* Stored items
● ● ● ●

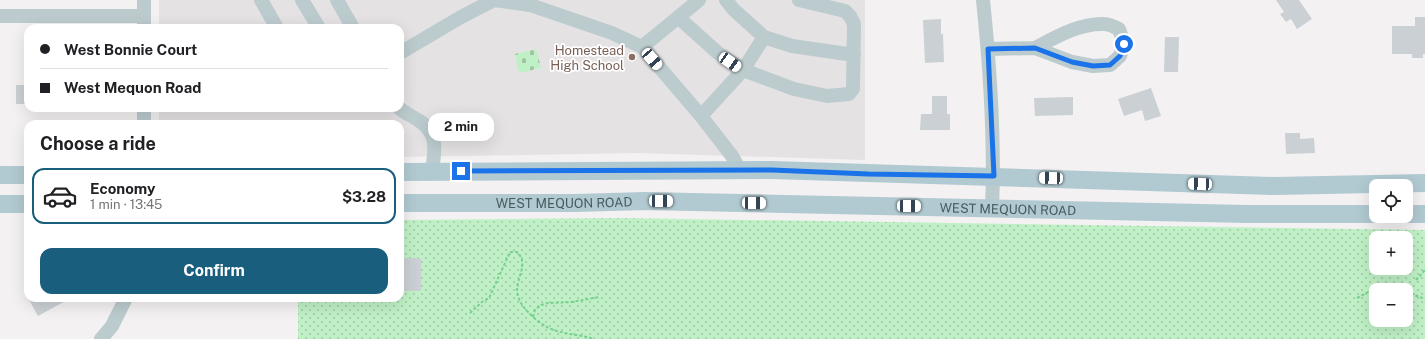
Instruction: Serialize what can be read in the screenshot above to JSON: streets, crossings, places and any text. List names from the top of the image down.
{
  "streets": {
    "main road": ["WEST MEQUON ROAD"]
  },
  "places": ["Homestead High School"],
  "page": {
    "banner": ["West Bonnie Court", "West Mequon Road"],
    "bubble": "2 min",
    "heading": "Choose a ride",
    "list": [
      {
        "name": "Economy",
        "note": "1 min · 13:45",
        "value": "$3.28"
      }
    ],
    "map_buttons": ["+", "−"],
    "buttons": "Confirm"
  }
}
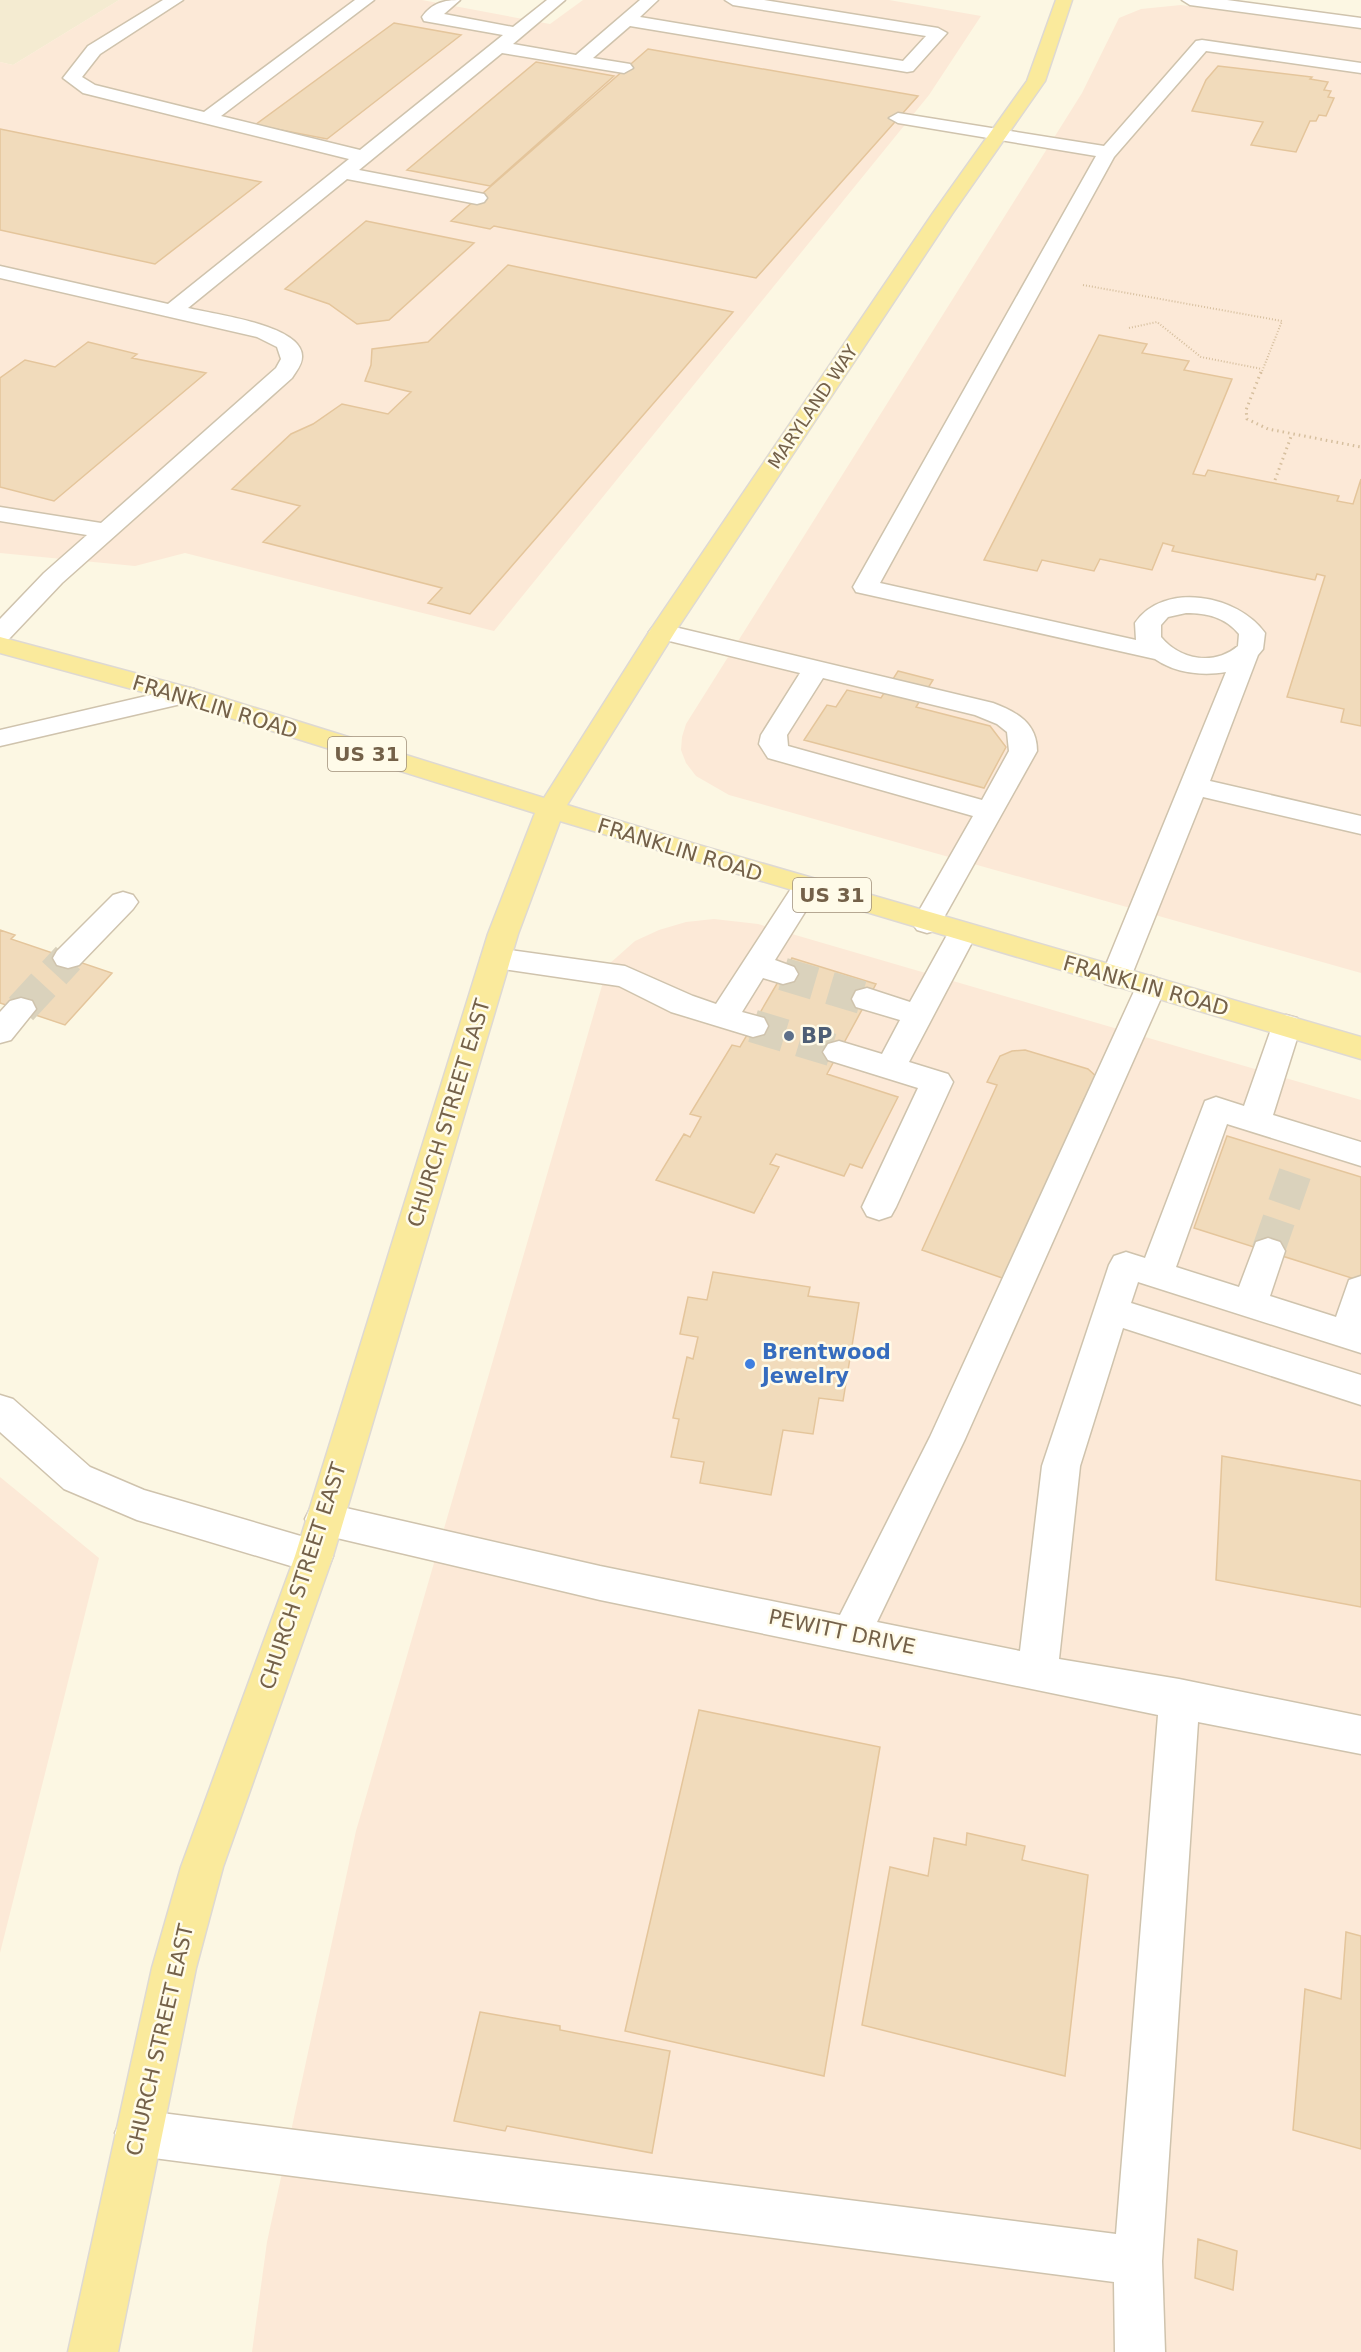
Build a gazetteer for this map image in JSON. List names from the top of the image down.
{
  "streets": {
    "main road": [
      "MARYLAND WAY",
      "FRANKLIN ROAD",
      "US 31",
      "CHURCH STREET EAST"
    ],
    "street": ["PEWITT DRIVE"]
  },
  "crossings": [
    ["MARYLAND WAY", "FRANKLIN ROAD"],
    ["MARYLAND WAY", "CHURCH STREET EAST"],
    ["FRANKLIN ROAD", "CHURCH STREET EAST"],
    ["CHURCH STREET EAST", "PEWITT DRIVE"]
  ],
  "places": ["BP", "Brentwood Jewelry"]
}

● ● ● ●

* ASSIGNMENT
Word for word, give the entries back in full; the pictures do not belong in the copy.

* WRITTEN RESPONSE
Instruction: Serialize what can be read in the screenshot above to JSON: streets, crossings, places and any text. List names from the top of the image down.
{
  "streets": {
    "main road": ["WEST MEQUON ROAD"]
  },
  "places": ["Homestead High School"],
  "page": {
    "banner": ["West Bonnie Court", "West Mequon Road"],
    "bubble": "2 min",
    "heading": "Choose a ride",
    "list": [
      {
        "name": "Economy",
        "note": "1 min · 13:45",
        "value": "$3.28"
      }
    ],
    "map_buttons": ["+", "−"],
    "buttons": "Confirm"
  }
}
Build a gazetteer for this map image in JSON. List names from the top of the image down.
{
  "streets": {
    "main road": [
      "MARYLAND WAY",
      "FRANKLIN ROAD",
      "US 31",
      "CHURCH STREET EAST"
    ],
    "street": ["PEWITT DRIVE"]
  },
  "crossings": [
    ["MARYLAND WAY", "FRANKLIN ROAD"],
    ["MARYLAND WAY", "CHURCH STREET EAST"],
    ["FRANKLIN ROAD", "CHURCH STREET EAST"],
    ["CHURCH STREET EAST", "PEWITT DRIVE"]
  ],
  "places": ["BP", "Brentwood Jewelry"]
}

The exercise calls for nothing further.